Quelques temps plus tard, Balthazar revient chercher Sébastien pour l’emmener avec lui à Roanne, au château de Créon, parfaire son éducation et en faire le médecin du roi. «Tu seras mon élève, tu seras mon maître, tu acquerras la gloire, tu me seras fidèle, tu m’abandonneras, tu me reviendras toujours.»
La mère de Balthazar, Anne de Créon, voit arriver d’un mauvais œil cet étranger sous son toit, d’autant que tout à sa nouvelle passion, Balthazar déserte la cour de Versailles et reste sourd aux requêtes du roi qui le fait mander. A la Cour, les rumeurs ne tardent pas à circuler, où se mêlent à l’envi les accusations pour sodomie, alchimie et sorcellerie. Pendant ce temps, Sébastien, après avoir appris à lire et à écrire, s’adonne à la peinture et s’émancipe peu à peu de Balthazar, multipliant les infidélités. «Beaucoup de honte, mais une certaine exaltation à découvrir que son amour pour Balthazar reste inentamé. Cet amour ne subira aucune altération, il lui est respiration nécessaire, stabilité, joie.
Et Balthazar qui toujours pardonne, et Balthazar qui accepte, et Balthazar qui le berce, et la présence de Balthazar à ses côtés qui le mène aux sommeils et aux rêves. Merci.»
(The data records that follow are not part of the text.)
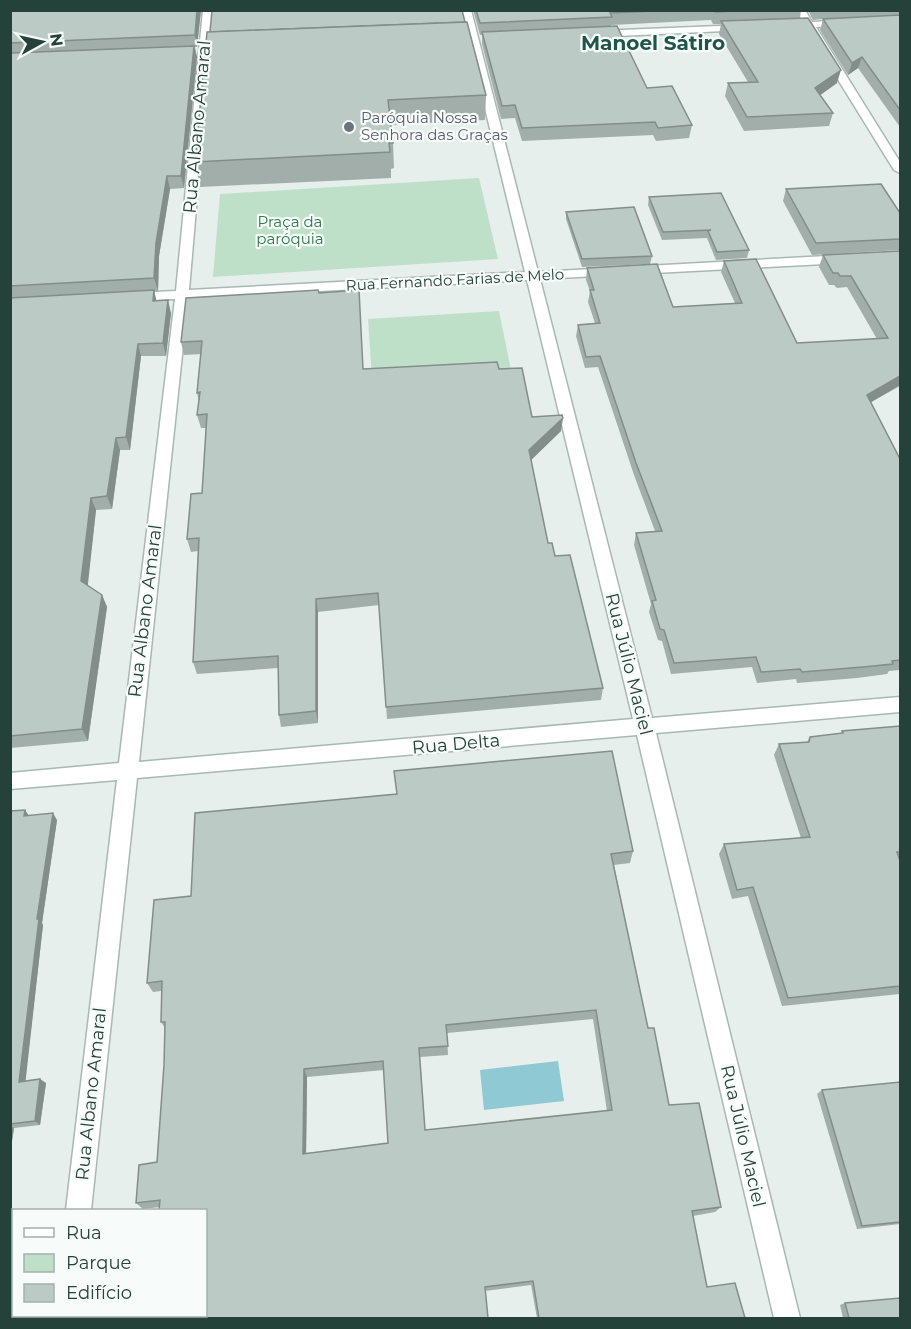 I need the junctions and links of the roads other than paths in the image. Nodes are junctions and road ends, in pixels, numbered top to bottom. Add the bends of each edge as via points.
1 (208, 10) edge
2 (466, 10) edge
3 (800, 10) edge
4 (856, 23) edge
5 (811, 25) junction
6 (753, 27) edge
7 (776, 27) edge
8 (590, 35) edge
9 (900, 170) edge
10 (853, 259) edge
11 (531, 275) junction
12 (182, 294) junction
13 (113, 299) edge
14 (900, 704) edge
15 (645, 728) junction
16 (127, 771) junction
17 (10, 781) edge
18 (78, 1209) edge
19 (787, 1318) edge

1 - 12 street, Rua Albano Amaral
2 - 11 street, Rua Júlio Maciel
3 - 5 street
4 - 5 street
5 - 7 street
5 - 9 street
6 - 8 street
10 - 11 street, Rua Fernando Farias de Melo
11 - 12 street, Rua Fernando Farias de Melo
11 - 15 street, Rua Júlio Maciel
12 - 13 street, Rua Fernando Farias de Melo
12 - 16 street, Rua Albano Amaral
14 - 15 street, Rua Delta
15 - 16 street, Rua Delta
15 - 19 street, Rua Júlio Maciel
16 - 17 street, Rua Delta
16 - 18 street, Rua Albano Amaral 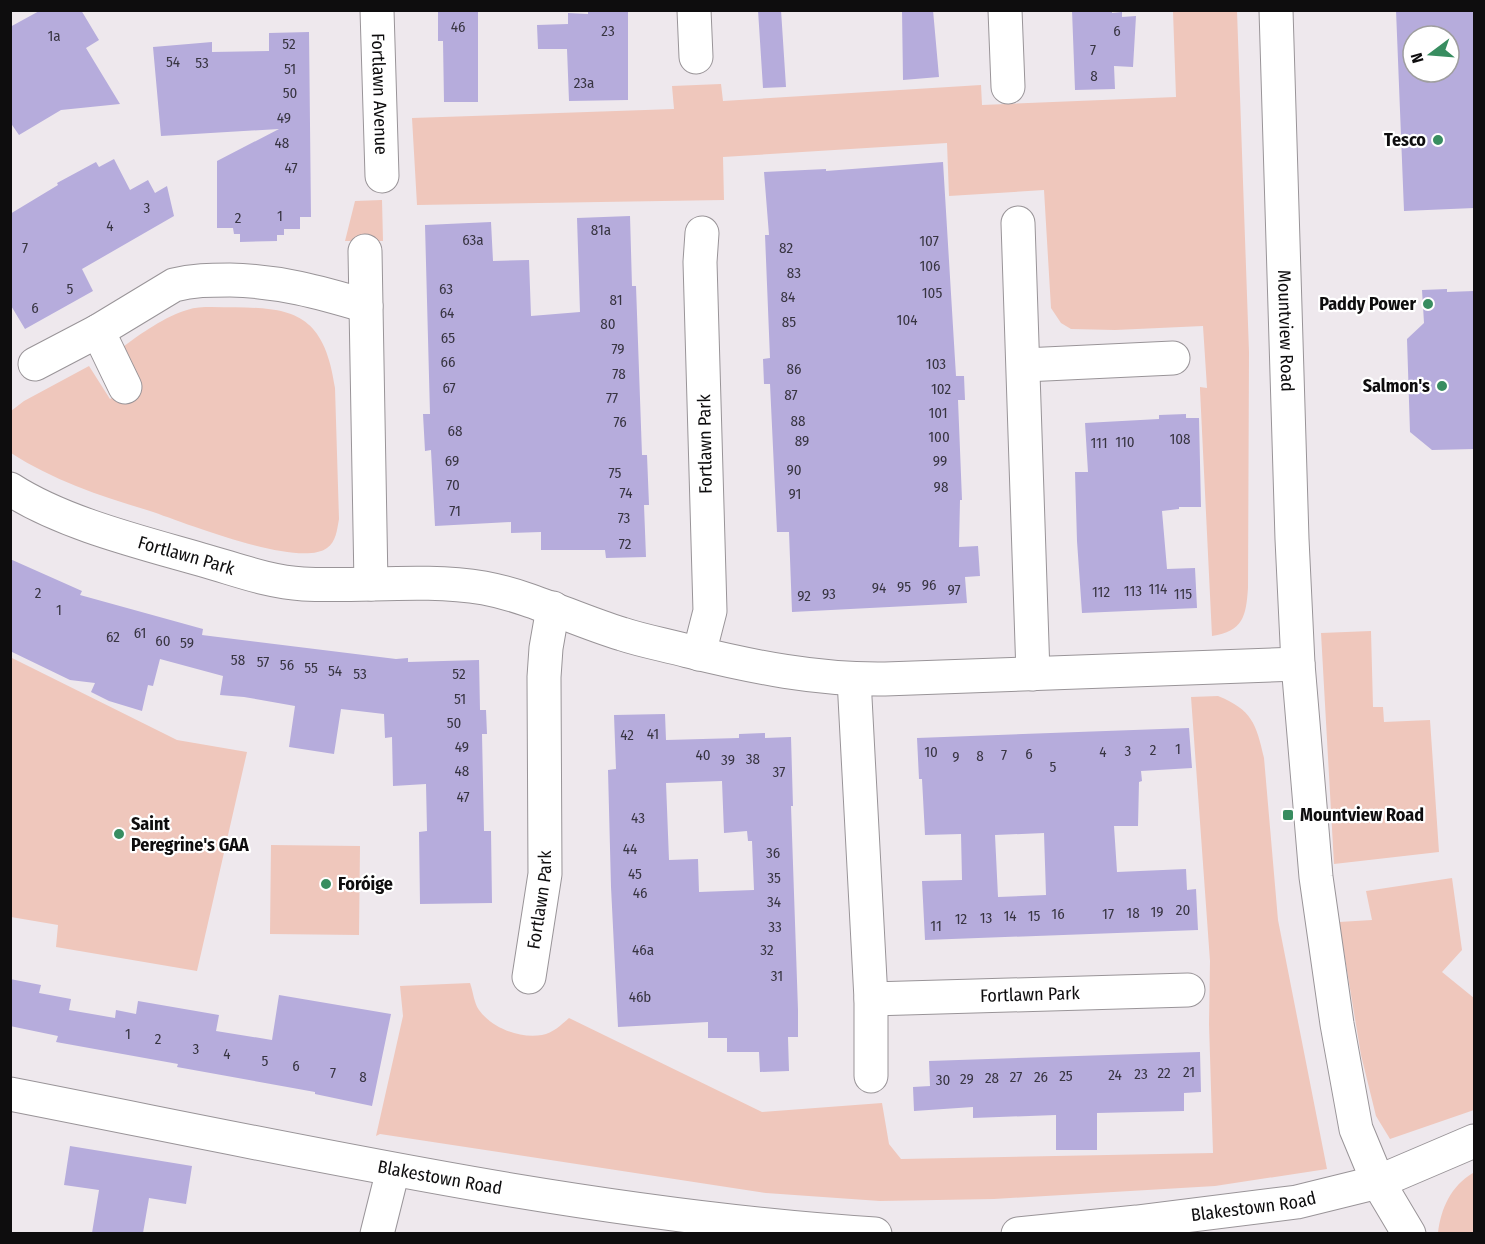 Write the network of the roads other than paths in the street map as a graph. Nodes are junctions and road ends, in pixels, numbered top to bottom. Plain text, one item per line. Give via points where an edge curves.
1 (377, 10) edge
2 (694, 10) edge
3 (1005, 10) edge
4 (1276, 10) edge
5 (696, 57) dead end
6 (1008, 87) dead end
7 (382, 176) dead end
8 (1017, 224) dead end
9 (702, 233) dead end
10 (365, 251) dead end
11 (366, 306) junction
12 (98, 331) junction
13 (1173, 357) dead end
14 (35, 364) dead end
15 (1024, 365) junction
16 (125, 387) dead end
17 (10, 489) edge
18 (371, 584) junction
19 (553, 608) junction
20 (699, 654) junction
21 (1298, 664) junction
22 (1033, 674) junction
23 (854, 679) junction
24 (529, 977) dead end
25 (1188, 990) dead end
26 (871, 999) junction
27 (871, 1076) dead end
28 (10, 1094) edge
29 (1474, 1141) edge
30 (393, 1170) junction
31 (1378, 1182) junction
32 (378, 1233) edge
33 (875, 1233) edge
34 (1018, 1233) edge
35 (1409, 1233) edge

1 - 7 street, Fortlawn Avenue
2 - 5 street
3 - 6 street
4 - 21 street, Mountview Road
8 - 15 street
9 - 20 street, Fortlawn Park via 710,611
10 - 11 street
11 - 12 street via 280,283 203,280 174,285
11 - 18 street
12 - 14 street
12 - 16 street
13 - 15 street
15 - 22 street
17 - 18 street, Fortlawn Park via 109,532 269,579 303,584
18 - 19 street, Fortlawn Park via 475,587
19 - 20 street, Fortlawn Park via 621,634
19 - 24 street, Fortlawn Park via 544,676 546,874
20 - 23 street, Fortlawn Park via 745,666
21 - 22 street, Fortlawn Park
21 - 31 street, Mountview Road via 1316,876 1337,1024 1356,1130
22 - 23 street, Fortlawn Park
23 - 26 street
25 - 26 street, Fortlawn Park
26 - 27 street
28 - 30 street, Blakestown Road
29 - 31 street, Blakestown Road
30 - 32 street
30 - 33 street, Blakestown Road via 644,1211
31 - 34 street, Blakestown Road via 1297,1202
31 - 35 street, Mountview Road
Inquiète pour l’avenir de son fils chéri, Anne de Créon décide d’aller à Versailles faire taire les mauvaises langues et plaider la cause de Balthazar auprès du roi. En vain. Balthazar est arrêté, jugé et condamné au bûcher. Mise au ban de la Cour, Anne de Créon, folle de douleur et de chagrin, est obligée de se retirer dans un couvent. Sébastien décide de partir sur les routes de France, et trouvera refuge comme jardinier auprès d’une nouvelle bienfaitrice.
En cent courts tableaux (certains n’excèdent pas quelques lignes), Daniel Arsand dépeint une passion amoureuse universelle, où l’amour, même s’il fait souffrir, est plus fort que la mort. «Il y a eu un matin où la vue des roses l’a transporté de joie. Et c’est ce matin-là qu’il a su que Balthazar perdait en lui de sa réalité. L’univers exista de nouveau. Et que c’était bon.
Il ne s’est pas révolté contre l’effacement de Balthazar. S’en est juste un peu étonné, puis a accepté cette joie qui l’envahissait, une joie très ancienne et comme neuve soudain, bruissante et solaire. Oui, c’était bon. Et la paix a pénétré en lui.»
«Nous sommes encore un, toi, Balthazar de Créon, et moi. J’ai cru que tu m’avais quitté, abandonné, choisis le mot qui te convient, mon amour, j’ai cru que je m’étais détourné de toi, j’ai cru à ce qui ne pouvait être.»
Malheureusement, excepté quelques rares moments, je n’ai pas réussi à être ému par ces Amants. Peut-être le lyrisme et la poésie du style très travaillé de Daniel Arsand y sont-ils pour quelque chose.